▶ _Exercise directions_: In the records below, find each line with the word "Ulster" and copy it.
-- -- --
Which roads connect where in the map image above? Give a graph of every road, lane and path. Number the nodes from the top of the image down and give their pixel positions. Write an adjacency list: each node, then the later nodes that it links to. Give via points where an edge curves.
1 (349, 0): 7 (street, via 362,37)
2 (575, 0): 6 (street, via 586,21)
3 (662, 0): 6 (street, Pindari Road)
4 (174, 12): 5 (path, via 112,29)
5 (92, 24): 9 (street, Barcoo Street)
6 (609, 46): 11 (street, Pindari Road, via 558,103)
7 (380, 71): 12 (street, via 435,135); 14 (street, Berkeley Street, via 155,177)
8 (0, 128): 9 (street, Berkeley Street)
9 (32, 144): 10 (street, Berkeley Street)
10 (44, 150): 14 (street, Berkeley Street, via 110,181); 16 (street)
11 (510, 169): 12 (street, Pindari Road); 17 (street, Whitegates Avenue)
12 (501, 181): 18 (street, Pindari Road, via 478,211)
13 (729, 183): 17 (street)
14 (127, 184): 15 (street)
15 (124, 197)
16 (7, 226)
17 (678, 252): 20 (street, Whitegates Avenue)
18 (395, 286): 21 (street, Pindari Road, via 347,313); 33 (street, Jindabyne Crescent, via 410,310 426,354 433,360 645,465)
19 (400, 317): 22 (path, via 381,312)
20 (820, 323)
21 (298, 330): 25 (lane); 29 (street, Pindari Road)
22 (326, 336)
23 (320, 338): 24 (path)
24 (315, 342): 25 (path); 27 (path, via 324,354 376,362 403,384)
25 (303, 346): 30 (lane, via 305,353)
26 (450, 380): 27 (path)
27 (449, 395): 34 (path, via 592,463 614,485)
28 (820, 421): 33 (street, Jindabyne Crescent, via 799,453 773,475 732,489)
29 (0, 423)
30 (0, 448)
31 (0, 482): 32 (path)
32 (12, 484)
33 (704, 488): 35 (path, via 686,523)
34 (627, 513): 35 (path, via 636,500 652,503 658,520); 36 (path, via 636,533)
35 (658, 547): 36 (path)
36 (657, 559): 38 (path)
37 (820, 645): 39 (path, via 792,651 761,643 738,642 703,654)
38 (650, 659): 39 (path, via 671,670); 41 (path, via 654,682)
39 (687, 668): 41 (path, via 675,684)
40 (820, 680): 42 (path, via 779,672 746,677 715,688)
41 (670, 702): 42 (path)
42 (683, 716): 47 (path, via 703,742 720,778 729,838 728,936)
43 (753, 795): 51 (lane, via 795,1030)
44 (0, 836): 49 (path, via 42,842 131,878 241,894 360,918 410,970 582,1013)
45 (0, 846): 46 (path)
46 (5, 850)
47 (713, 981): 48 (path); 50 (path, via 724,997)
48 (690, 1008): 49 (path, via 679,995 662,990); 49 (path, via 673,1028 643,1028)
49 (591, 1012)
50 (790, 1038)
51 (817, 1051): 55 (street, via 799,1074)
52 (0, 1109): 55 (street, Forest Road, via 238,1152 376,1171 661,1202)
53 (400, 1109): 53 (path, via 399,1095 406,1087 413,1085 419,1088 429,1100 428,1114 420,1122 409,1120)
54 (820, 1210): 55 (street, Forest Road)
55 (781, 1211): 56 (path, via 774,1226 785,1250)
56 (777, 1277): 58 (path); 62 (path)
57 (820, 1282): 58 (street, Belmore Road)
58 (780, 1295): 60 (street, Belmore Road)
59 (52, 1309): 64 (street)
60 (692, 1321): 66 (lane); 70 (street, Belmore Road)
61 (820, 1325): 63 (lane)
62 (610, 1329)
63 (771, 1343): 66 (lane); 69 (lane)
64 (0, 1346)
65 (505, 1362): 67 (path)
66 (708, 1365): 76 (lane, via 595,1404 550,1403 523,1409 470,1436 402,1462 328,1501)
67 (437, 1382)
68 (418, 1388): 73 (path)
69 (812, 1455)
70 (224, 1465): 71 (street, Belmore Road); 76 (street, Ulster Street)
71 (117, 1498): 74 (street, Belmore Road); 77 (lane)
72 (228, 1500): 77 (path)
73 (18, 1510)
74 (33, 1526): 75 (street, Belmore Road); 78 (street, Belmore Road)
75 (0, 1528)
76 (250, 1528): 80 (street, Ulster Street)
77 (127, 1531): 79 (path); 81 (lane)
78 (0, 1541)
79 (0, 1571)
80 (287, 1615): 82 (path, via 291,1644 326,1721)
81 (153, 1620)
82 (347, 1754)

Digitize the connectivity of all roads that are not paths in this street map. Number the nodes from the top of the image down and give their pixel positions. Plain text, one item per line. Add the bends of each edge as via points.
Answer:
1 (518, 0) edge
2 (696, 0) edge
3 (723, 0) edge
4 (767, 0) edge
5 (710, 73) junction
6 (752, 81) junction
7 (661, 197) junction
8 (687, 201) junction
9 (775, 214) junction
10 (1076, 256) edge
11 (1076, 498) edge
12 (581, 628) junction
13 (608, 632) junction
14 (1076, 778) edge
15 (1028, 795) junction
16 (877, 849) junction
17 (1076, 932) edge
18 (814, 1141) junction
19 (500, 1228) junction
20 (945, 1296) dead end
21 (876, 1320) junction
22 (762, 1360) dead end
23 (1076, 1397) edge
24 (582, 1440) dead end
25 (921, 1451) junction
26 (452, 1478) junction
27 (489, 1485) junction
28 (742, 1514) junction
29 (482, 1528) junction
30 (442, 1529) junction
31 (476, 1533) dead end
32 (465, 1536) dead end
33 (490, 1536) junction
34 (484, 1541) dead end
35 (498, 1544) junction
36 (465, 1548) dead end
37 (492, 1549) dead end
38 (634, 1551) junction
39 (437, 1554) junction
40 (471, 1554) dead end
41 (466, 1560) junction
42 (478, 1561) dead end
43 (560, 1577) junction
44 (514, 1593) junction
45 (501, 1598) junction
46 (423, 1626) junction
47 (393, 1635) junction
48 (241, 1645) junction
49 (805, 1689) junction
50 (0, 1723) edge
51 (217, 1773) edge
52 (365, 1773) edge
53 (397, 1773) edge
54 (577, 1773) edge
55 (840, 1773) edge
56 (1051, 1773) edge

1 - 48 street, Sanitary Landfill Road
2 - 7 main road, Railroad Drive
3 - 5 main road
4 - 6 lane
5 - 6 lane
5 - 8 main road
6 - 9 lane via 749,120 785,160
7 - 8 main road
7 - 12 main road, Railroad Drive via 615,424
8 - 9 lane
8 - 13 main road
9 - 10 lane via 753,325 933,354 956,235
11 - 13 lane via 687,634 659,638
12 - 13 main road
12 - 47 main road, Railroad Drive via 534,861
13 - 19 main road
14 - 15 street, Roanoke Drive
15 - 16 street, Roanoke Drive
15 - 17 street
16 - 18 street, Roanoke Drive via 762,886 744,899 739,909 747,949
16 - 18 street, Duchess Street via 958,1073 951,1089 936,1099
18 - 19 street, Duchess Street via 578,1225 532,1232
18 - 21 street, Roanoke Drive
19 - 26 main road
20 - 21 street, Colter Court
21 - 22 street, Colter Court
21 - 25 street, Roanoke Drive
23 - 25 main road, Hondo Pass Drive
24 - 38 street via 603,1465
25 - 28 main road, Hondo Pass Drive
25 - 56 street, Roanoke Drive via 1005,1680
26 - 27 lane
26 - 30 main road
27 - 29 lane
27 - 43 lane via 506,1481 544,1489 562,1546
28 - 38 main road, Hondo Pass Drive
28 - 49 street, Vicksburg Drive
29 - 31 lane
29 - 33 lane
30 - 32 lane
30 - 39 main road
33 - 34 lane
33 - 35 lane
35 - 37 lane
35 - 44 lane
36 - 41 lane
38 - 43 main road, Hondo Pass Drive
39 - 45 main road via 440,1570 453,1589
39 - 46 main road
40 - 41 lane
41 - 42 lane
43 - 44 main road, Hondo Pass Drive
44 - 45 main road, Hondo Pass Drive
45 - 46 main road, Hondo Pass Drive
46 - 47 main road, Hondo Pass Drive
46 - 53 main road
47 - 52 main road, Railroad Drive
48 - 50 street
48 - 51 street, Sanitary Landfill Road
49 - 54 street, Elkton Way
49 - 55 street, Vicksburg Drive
-- -- --
▶ _Task response_:
70 (224, 1465): 71 (street, Belmore Road); 76 (street, Ulster Street)
76 (250, 1528): 80 (street, Ulster Street)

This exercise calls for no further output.